Featured in Five is a monthly section where we pose five questions to a Computing Reviews featured reviewer. Here are the responses from our current featured reviewer, Jacques Carette (McMaster University, Canada).
Q: What is the most important thing that's happened in computing in the past 10 years?
A: The realization by practitioners that different problems require different solutions. This is most visible in Web programming, where back-end programming of a commercial Web site routinely involves 6 or 7 languages and a dozen different technologies. The language debates of yore should now been seen as irrelevant: there is no such thing as a “better” language, just languages that are better suited for solving certain classes of problems efficiently. And by efficiency, I do not mean computer-efficiency in terms of time or memory, but rather programmer efficiency.
Q: By the end of your career, where do you think computer science will have taken us? What are you working on that might contribute toward that?
A: I think computer science will have finally figured out how to build correct software at a reasonable cost. Software will become much more of an engineering discipline, with the vast majority of programs being produced in an essentially automated manner. Like in most other engineering disciplines, there will remain a nice niche at the top where radical creativity will still be needed.

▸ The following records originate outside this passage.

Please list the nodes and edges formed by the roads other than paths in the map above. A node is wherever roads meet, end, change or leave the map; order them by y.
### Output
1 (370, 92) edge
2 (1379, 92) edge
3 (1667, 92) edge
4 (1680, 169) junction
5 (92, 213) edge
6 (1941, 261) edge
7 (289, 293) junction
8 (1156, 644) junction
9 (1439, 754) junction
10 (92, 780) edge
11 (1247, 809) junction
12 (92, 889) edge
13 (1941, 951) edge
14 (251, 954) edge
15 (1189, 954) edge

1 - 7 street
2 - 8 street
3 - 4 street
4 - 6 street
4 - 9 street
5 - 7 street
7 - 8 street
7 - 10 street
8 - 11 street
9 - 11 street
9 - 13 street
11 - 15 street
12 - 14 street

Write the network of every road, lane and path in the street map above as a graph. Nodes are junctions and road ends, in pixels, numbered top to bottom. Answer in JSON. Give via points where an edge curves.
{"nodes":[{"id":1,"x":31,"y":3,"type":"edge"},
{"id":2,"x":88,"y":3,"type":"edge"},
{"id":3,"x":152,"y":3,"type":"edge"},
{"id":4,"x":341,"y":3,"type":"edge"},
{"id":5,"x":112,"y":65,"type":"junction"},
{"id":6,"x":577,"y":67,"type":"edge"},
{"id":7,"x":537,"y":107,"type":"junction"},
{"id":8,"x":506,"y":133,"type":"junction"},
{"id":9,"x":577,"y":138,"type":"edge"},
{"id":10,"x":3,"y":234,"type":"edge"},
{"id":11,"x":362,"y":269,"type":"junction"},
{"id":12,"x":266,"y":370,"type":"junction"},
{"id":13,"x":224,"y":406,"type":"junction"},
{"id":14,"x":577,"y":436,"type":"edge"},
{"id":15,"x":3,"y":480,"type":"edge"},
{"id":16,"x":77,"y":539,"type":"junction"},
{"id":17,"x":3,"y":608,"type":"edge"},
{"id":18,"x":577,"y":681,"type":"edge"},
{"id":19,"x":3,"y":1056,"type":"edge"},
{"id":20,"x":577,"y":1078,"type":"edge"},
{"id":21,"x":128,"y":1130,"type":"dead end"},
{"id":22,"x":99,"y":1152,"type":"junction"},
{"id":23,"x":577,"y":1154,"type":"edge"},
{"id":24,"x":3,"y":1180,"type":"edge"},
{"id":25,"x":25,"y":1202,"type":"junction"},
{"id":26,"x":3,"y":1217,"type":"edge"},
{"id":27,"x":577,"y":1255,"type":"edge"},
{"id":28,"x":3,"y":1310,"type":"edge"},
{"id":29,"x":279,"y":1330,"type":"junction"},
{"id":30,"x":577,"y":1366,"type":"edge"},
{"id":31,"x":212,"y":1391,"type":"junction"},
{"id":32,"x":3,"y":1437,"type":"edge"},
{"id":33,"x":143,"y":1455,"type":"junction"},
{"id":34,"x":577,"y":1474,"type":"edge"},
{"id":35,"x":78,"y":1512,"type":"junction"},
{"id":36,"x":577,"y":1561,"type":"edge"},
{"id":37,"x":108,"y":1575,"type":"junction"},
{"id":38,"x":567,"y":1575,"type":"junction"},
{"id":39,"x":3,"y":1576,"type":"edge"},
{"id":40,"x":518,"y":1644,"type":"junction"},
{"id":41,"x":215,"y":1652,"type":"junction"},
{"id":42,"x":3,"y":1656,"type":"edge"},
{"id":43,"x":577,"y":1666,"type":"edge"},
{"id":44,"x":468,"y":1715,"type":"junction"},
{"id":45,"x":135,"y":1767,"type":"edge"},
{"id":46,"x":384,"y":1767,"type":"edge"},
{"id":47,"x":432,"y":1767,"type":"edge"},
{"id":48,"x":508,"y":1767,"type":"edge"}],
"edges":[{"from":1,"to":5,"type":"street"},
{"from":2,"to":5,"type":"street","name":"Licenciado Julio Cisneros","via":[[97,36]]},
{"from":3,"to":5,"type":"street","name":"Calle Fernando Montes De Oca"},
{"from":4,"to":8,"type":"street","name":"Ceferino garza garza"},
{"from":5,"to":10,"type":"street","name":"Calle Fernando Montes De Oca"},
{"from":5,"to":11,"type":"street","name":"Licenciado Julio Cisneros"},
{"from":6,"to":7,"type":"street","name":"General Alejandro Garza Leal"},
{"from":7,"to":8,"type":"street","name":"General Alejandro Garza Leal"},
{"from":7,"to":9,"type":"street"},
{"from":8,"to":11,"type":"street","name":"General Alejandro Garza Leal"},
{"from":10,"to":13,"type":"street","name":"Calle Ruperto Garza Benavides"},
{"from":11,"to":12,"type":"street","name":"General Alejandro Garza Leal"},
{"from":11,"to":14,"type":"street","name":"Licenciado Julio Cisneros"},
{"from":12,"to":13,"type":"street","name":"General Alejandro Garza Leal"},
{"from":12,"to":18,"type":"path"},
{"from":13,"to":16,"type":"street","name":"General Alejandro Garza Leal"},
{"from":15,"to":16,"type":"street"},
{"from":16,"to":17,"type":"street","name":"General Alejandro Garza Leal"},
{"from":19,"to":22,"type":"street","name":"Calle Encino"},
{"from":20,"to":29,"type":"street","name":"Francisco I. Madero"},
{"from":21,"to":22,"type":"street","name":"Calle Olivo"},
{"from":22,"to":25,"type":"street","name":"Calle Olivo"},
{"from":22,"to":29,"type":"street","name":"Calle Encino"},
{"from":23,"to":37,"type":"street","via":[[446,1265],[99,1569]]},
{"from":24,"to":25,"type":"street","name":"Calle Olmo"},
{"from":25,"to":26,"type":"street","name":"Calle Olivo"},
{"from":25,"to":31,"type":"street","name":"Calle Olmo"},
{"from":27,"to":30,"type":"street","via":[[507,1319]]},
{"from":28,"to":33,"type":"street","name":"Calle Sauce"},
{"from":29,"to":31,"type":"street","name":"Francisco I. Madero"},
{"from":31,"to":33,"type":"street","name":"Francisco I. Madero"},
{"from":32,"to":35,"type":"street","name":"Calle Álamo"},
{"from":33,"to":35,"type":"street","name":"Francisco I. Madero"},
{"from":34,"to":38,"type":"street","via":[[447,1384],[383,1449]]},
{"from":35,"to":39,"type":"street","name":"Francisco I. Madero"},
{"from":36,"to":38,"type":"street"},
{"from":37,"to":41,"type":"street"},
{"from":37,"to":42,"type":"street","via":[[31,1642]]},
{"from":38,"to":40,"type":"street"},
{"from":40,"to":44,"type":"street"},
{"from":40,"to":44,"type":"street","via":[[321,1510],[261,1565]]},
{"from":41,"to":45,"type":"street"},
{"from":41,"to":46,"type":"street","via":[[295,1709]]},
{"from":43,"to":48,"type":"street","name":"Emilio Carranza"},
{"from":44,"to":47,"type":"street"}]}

I am trying to do my part by inventing programming techniques that are much more expressive: in other words, humans must write down the core, crucial information, and computers can then be used to fill in the (routine) rest. We are already partway there, as various Web frameworks, VHDL, the rise of DSLs, and model-based engineering techniques attest. While I am a dedicated functional programmer, I find a lot of Alan Kay's recent work with his colleagues at the Viewpoints Research Institute extremely inspiring. The focus on extreme expressivity and on using multiple layers of meta-programs to achieve that aim is something we have in common.
Q: Who is your favorite historical figure? Why?
A: Leibniz. The depth of his work is simply amazing, though a fair amount of it was misunderstood by his contemporaries and for several hundred years. His work on the foundations of mathematics, as well as his ideas on how knowledge could be collected, classified, and automated, still resonates loudly today. He was already worrying 400 years ago about issues that are just now resurfacing as thorny problems that must be solved in modern implementations of mechanized knowledge systems.
Q: If you weren't working in the computer science field, what would you be doing instead?
A: I would be a chef!
Q: What is your favorite type of music?
A: Rock. I go back and forth between the old progressive rock (Rush, Genesis, Mike Oldfield, etc.) and more recent bands like Metric, System of a Down, Jakalope, and the White Stripes.